Where are you from?
I was born in Uruguay in South America, and I grew up in Boston—specifically Lexington and Concord, both in the Western area of Boston. I went to school at MIT, so I lived in Cambridge for a while, then went to grad school at Yale, and I’ve been at Carnegie Mellon ever since.
How did you become interested in computer science? We noticed you studied math and physics as an undergraduate.
That’s a good question. When I was getting my undergraduate degree in math and physics, I was working on astrophysics, which required programming some early computers to do spectral analysis and other kinds of astronomical observations. I got very good at programming those computers in assembly language [laughs] to the point that I kept writing programs for other physicists and became the chief programmer instead of the chief physicist. So I decided to pursue what I was good at, and it was computer science after that.
How did you come about founding the Center for Machine Translation, and how did it eventually become the Language Technologies Institute?
So at Carnegie Mellon, there was actually an explicit effort to help internationalize the university in the 80s. Several efforts got started at the time in parallel, one of which was machine translation, because languages were of interest internationally. The field was also immature, so there was a significant opportunity to move it forward. We had connections with other universities and corporations in some European countries, Japan, Korea, and domestically, so when we started the Center for Machine Translation, we hired professors from all over, e.g. Russia, Japan, Germany, and the U.S. of course.
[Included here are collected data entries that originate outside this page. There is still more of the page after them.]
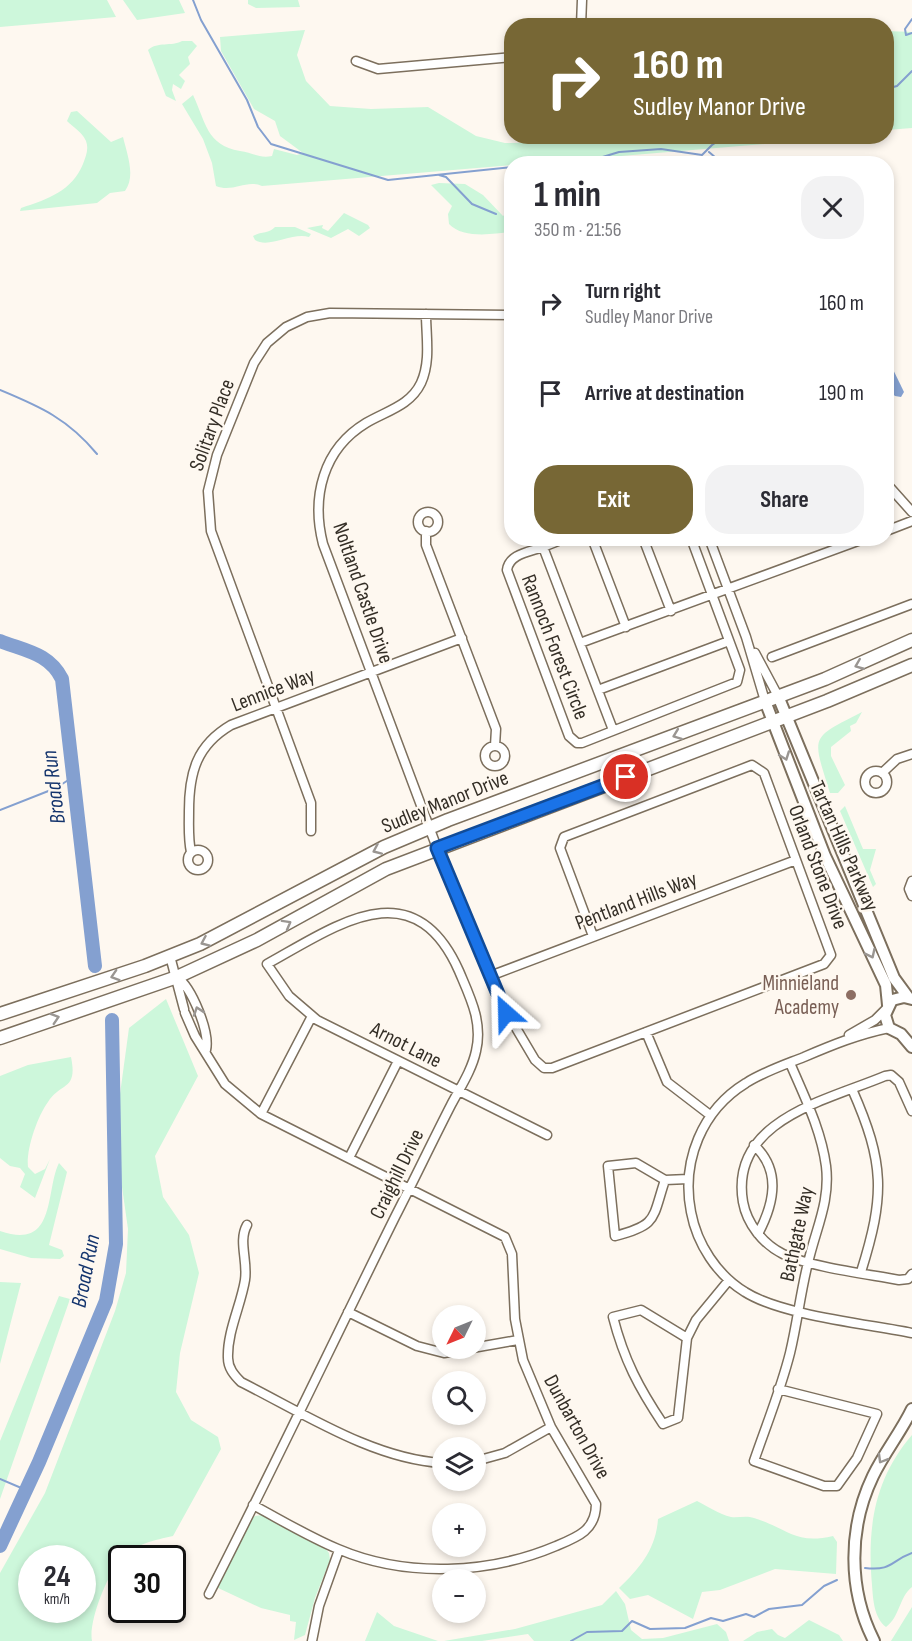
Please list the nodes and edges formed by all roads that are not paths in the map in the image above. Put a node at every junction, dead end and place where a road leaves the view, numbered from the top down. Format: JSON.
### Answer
{"nodes":[{"id":1,"x":582,"y":0,"type":"edge"},
{"id":2,"x":581,"y":18,"type":"edge"},
{"id":3,"x":504,"y":58,"type":"edge"},
{"id":4,"x":356,"y":62,"type":"dead end"},
{"id":5,"x":426,"y":314,"type":"junction"},
{"id":6,"x":504,"y":315,"type":"edge"},
{"id":7,"x":894,"y":492,"type":"edge"},
{"id":8,"x":912,"y":512,"type":"edge"},
{"id":9,"x":912,"y":521,"type":"edge"},
{"id":10,"x":894,"y":528,"type":"edge"},
{"id":11,"x":426,"y":531,"type":"dead end"},
{"id":12,"x":536,"y":546,"type":"edge"},
{"id":13,"x":543,"y":546,"type":"edge"},
{"id":14,"x":595,"y":546,"type":"edge"},
{"id":15,"x":646,"y":546,"type":"edge"},
{"id":16,"x":694,"y":546,"type":"edge"},
{"id":17,"x":712,"y":546,"type":"edge"},
{"id":18,"x":846,"y":546,"type":"edge"},
{"id":19,"x":728,"y":590,"type":"junction"},
{"id":20,"x":712,"y":596,"type":"junction"},
{"id":21,"x":912,"y":604,"type":"edge"},
{"id":22,"x":671,"y":611,"type":"junction"},
{"id":23,"x":626,"y":627,"type":"junction"},
{"id":24,"x":746,"y":637,"type":"junction"},
{"id":25,"x":462,"y":638,"type":"junction"},
{"id":26,"x":912,"y":640,"type":"edge"},
{"id":27,"x":729,"y":641,"type":"junction"},
{"id":28,"x":580,"y":643,"type":"junction"},
{"id":29,"x":772,"y":657,"type":"dead end"},
{"id":30,"x":912,"y":665,"type":"edge"},
{"id":31,"x":371,"y":672,"type":"junction"},
{"id":32,"x":598,"y":690,"type":"junction"},
{"id":33,"x":778,"y":696,"type":"junction"},
{"id":34,"x":765,"y":701,"type":"junction"},
{"id":35,"x":276,"y":708,"type":"junction"},
{"id":36,"x":785,"y":716,"type":"junction"},
{"id":37,"x":772,"y":721,"type":"junction"},
{"id":38,"x":613,"y":730,"type":"junction"},
{"id":39,"x":495,"y":746,"type":"dead end"},
{"id":40,"x":912,"y":754,"type":"edge"},
{"id":41,"x":882,"y":773,"type":"dead end"},
{"id":42,"x":429,"y":828,"type":"junction"},
{"id":43,"x":311,"y":831,"type":"dead end"},
{"id":44,"x":437,"y":848,"type":"junction"},
{"id":45,"x":192,"y":852,"type":"dead end"},
{"id":46,"x":796,"y":860,"type":"junction"},
{"id":47,"x":912,"y":881,"type":"edge"},
{"id":48,"x":912,"y":896,"type":"edge"},
{"id":49,"x":593,"y":936,"type":"junction"},
{"id":50,"x":170,"y":956,"type":"junction"},
{"id":51,"x":267,"y":964,"type":"joint"},
{"id":52,"x":490,"y":976,"type":"junction"},
{"id":53,"x":177,"y":977,"type":"junction"},
{"id":54,"x":179,"y":998,"type":"junction"},
{"id":55,"x":910,"y":998,"type":"edge"},
{"id":56,"x":887,"y":1007,"type":"junction"},
{"id":57,"x":0,"y":1014,"type":"edge"},
{"id":58,"x":312,"y":1016,"type":"junction"},
{"id":59,"x":190,"y":1023,"type":"junction"},
{"id":60,"x":889,"y":1028,"type":"junction"},
{"id":61,"x":646,"y":1032,"type":"junction"},
{"id":62,"x":906,"y":1034,"type":"edge"},
{"id":63,"x":0,"y":1038,"type":"edge"},
{"id":64,"x":842,"y":1041,"type":"junction"},
{"id":65,"x":912,"y":1047,"type":"edge"},
{"id":66,"x":207,"y":1050,"type":"junction"},
{"id":67,"x":398,"y":1061,"type":"junction"},
{"id":68,"x":790,"y":1063,"type":"junction"},
{"id":69,"x":852,"y":1089,"type":"junction"},
{"id":70,"x":458,"y":1091,"type":"junction"},
{"id":71,"x":809,"y":1107,"type":"junction"},
{"id":72,"x":912,"y":1111,"type":"edge"},
{"id":73,"x":261,"y":1114,"type":"junction"},
{"id":74,"x":710,"y":1115,"type":"junction"},
{"id":75,"x":547,"y":1135,"type":"dead end"},
{"id":76,"x":754,"y":1145,"type":"junction"},
{"id":77,"x":349,"y":1158,"type":"junction"},
{"id":78,"x":688,"y":1179,"type":"junction"},
{"id":79,"x":665,"y":1180,"type":"junction"},
{"id":80,"x":410,"y":1188,"type":"junction"},
{"id":81,"x":247,"y":1225,"type":"dead end"},
{"id":82,"x":758,"y":1234,"type":"junction"},
{"id":83,"x":808,"y":1262,"type":"junction"},
{"id":84,"x":861,"y":1272,"type":"junction"},
{"id":85,"x":912,"y":1274,"type":"edge"},
{"id":86,"x":729,"y":1280,"type":"junction"},
{"id":87,"x":798,"y":1311,"type":"junction"},
{"id":88,"x":348,"y":1312,"type":"junction"},
{"id":89,"x":912,"y":1333,"type":"edge"},
{"id":90,"x":687,"y":1338,"type":"junction"},
{"id":91,"x":518,"y":1340,"type":"junction"},
{"id":92,"x":778,"y":1389,"type":"junction"},
{"id":93,"x":912,"y":1408,"type":"edge"},
{"id":94,"x":299,"y":1411,"type":"junction"},
{"id":95,"x":551,"y":1427,"type":"junction"},
{"id":96,"x":486,"y":1458,"type":"edge"},
{"id":97,"x":432,"y":1462,"type":"edge"},
{"id":98,"x":253,"y":1505,"type":"junction"},
{"id":99,"x":339,"y":1550,"type":"junction"},
{"id":100,"x":209,"y":1594,"type":"dead end"},
{"id":101,"x":312,"y":1641,"type":"edge"},
{"id":102,"x":874,"y":1641,"type":"edge"}],
"edges":[{"from":1,"to":2,"type":"street"},
{"from":3,"to":4,"type":"street"},
{"from":5,"to":6,"type":"street","name":"Solitary Place"},
{"from":5,"to":31,"type":"street","name":"Noltland Castle Drive"},
{"from":5,"to":35,"type":"street","name":"Solitary Place"},
{"from":7,"to":8,"type":"street"},
{"from":9,"to":10,"type":"street"},
{"from":11,"to":25,"type":"street"},
{"from":12,"to":38,"type":"street","name":"Rannoch Forest Circle"},
{"from":13,"to":28,"type":"street"},
{"from":14,"to":23,"type":"street"},
{"from":15,"to":22,"type":"street"},
{"from":16,"to":20,"type":"street","name":"Rannoch Forest Circle"},
{"from":17,"to":19,"type":"street"},
{"from":18,"to":19,"type":"street"},
{"from":19,"to":20,"type":"street"},
{"from":19,"to":24,"type":"street"},
{"from":20,"to":22,"type":"street"},
{"from":20,"to":27,"type":"street","name":"Rannoch Forest Circle"},
{"from":21,"to":29,"type":"street"},
{"from":22,"to":23,"type":"street"},
{"from":23,"to":28,"type":"street"},
{"from":24,"to":33,"type":"street"},
{"from":24,"to":34,"type":"street"},
{"from":25,"to":31,"type":"street","name":"Lennice Way"},
{"from":25,"to":39,"type":"street"},
{"from":26,"to":33,"type":"main road","name":"Sudley Manor Drive","one_way":true},
{"from":27,"to":32,"type":"street"},
{"from":27,"to":38,"type":"street","name":"Rannoch Forest Circle"},
{"from":28,"to":32,"type":"street"},
{"from":30,"to":36,"type":"main road","name":"Sudley Manor Drive"},
{"from":31,"to":35,"type":"street","name":"Lennice Way"},
{"from":31,"to":42,"type":"street","name":"Noltland Castle Drive"},
{"from":32,"to":38,"type":"street"},
{"from":33,"to":34,"type":"main road","name":"Sudley Manor Drive"},
{"from":33,"to":36,"type":"street","name":"Tartan Hills Parkway"},
{"from":34,"to":37,"type":"street","name":"Tartan Hills Parkway"},
{"from":34,"to":42,"type":"main road","name":"Sudley Manor Drive","one_way":true},
{"from":35,"to":43,"type":"street","name":"Solitary Place"},
{"from":35,"to":45,"type":"street","name":"Lennice Way"},
{"from":36,"to":37,"type":"main road","name":"Sudley Manor Drive"},
{"from":36,"to":55,"type":"street","name":"Tartan Hills Parkway"},
{"from":37,"to":44,"type":"main road","name":"Sudley Manor Drive"},
{"from":37,"to":56,"type":"street","name":"Tartan Hills Parkway","one_way":true},
{"from":40,"to":41,"type":"street"},
{"from":42,"to":44,"type":"street","name":"Noltland Castle Drive"},
{"from":42,"to":50,"type":"main road","name":"Sudley Manor Drive","one_way":true},
{"from":44,"to":52,"type":"street","name":"Orland Stone Drive"},
{"from":53,"to":44,"type":"main road","name":"Sudley Manor Drive","one_way":true},
{"from":46,"to":49,"type":"street","name":"Pentland Hills Way"},
{"from":46,"to":49,"type":"street","name":"Orland Stone Drive"},
{"from":46,"to":61,"type":"street","name":"Orland Stone Drive"},
{"from":47,"to":48,"type":"street"},
{"from":49,"to":52,"type":"street","name":"Pentland Hills Way"},
{"from":50,"to":53,"type":"street","name":"Dunbarton Drive"},
{"from":50,"to":57,"type":"main road","name":"Sudley Manor Drive","one_way":true},
{"from":51,"to":58,"type":"street","name":"Arnot Lane"},
{"from":51,"to":70,"type":"street","name":"Craighill Drive"},
{"from":52,"to":61,"type":"street","name":"Orland Stone Drive"},
{"from":53,"to":54,"type":"street","name":"Dunbarton Drive"},
{"from":63,"to":53,"type":"main road","name":"Sudley Manor Drive","one_way":true},
{"from":66,"to":53,"type":"street","name":"Dunbarton Drive","one_way":true},
{"from":54,"to":59,"type":"street","name":"Dunbarton Drive"},
{"from":54,"to":59,"type":"street","name":"Dunbarton Drive"},
{"from":55,"to":56,"type":"street","name":"Tartan Hills Parkway"},
{"from":56,"to":60,"type":"street","name":"Tartan Hills Parkway"},
{"from":56,"to":64,"type":"street"},
{"from":58,"to":67,"type":"street","name":"Arnot Lane"},
{"from":58,"to":73,"type":"street"},
{"from":59,"to":66,"type":"street","name":"Dunbarton Drive"},
{"from":60,"to":62,"type":"street"},
{"from":60,"to":64,"type":"street"},
{"from":61,"to":74,"type":"street"},
{"from":62,"to":65,"type":"street"},
{"from":64,"to":68,"type":"street"},
{"from":66,"to":73,"type":"street","name":"Dunbarton Drive"},
{"from":67,"to":70,"type":"street","name":"Arnot Lane"},
{"from":67,"to":77,"type":"street"},
{"from":68,"to":71,"type":"street","name":"Bathgate Way"},
{"from":68,"to":74,"type":"street"},
{"from":69,"to":71,"type":"street"},
{"from":69,"to":72,"type":"street"},
{"from":69,"to":84,"type":"street"},
{"from":70,"to":75,"type":"street","name":"Arnot Lane"},
{"from":70,"to":80,"type":"street","name":"Craighill Drive"},
{"from":71,"to":76,"type":"street"},
{"from":71,"to":83,"type":"street","name":"Bathgate Way"},
{"from":73,"to":77,"type":"street","name":"Dunbarton Drive"},
{"from":74,"to":78,"type":"street"},
{"from":76,"to":82,"type":"street"},
{"from":76,"to":82,"type":"street"},
{"from":77,"to":80,"type":"street","name":"Dunbarton Drive"},
{"from":78,"to":79,"type":"street"},
{"from":78,"to":86,"type":"street"},
{"from":79,"to":79,"type":"street"},
{"from":80,"to":88,"type":"street","name":"Craighill Drive"},
{"from":80,"to":91,"type":"street","name":"Dunbarton Drive"},
{"from":81,"to":94,"type":"street"},
{"from":82,"to":83,"type":"street"},
{"from":83,"to":84,"type":"street"},
{"from":83,"to":87,"type":"street","name":"Bathgate Way"},
{"from":84,"to":85,"type":"street"},
{"from":86,"to":87,"type":"street"},
{"from":86,"to":90,"type":"street"},
{"from":87,"to":89,"type":"street"},
{"from":87,"to":92,"type":"street","name":"Bathgate Way"},
{"from":88,"to":91,"type":"street"},
{"from":88,"to":94,"type":"street","name":"Craighill Drive"},
{"from":90,"to":90,"type":"street"},
{"from":91,"to":95,"type":"street","name":"Dunbarton Drive"},
{"from":92,"to":92,"type":"street","name":"Bathgate Way"},
{"from":93,"to":102,"type":"street","one_way":true},
{"from":94,"to":97,"type":"street"},
{"from":94,"to":98,"type":"street","name":"Craighill Drive"},
{"from":95,"to":96,"type":"street"},
{"from":95,"to":99,"type":"street","name":"Dunbarton Drive"},
{"from":98,"to":99,"type":"street","name":"Dunbarton Drive"},
{"from":98,"to":100,"type":"street","name":"Craighill Drive"},
{"from":99,"to":101,"type":"street"}]}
That was a small factor that helped broaden Carnegie Mellon’s international recognition, permitting communication across language barriers, and it was pretty successful.
The Center for Machine Translation launched in 1986 but we had been working on it for two years before it was declared a center. At Carnegie Mellon, we also had worked on search engines and speech recognition. Before Google essentially took over, Lycos was the first large scale search engine, and Michael Mauldin, one of my first graduate students—whose nickname is “fuzzy”, by which everyone knew him, was the founder. Also in parallel, Raj Reddy had been building speech recognition systems, specifically, speech-to-text mapping. In the philosophy department, there was a program in computational linguistics, which taught the more theoretical side of structural language and semantic and syntactical analysis. Then in 1996, we put everything under one roof and that became the LTI.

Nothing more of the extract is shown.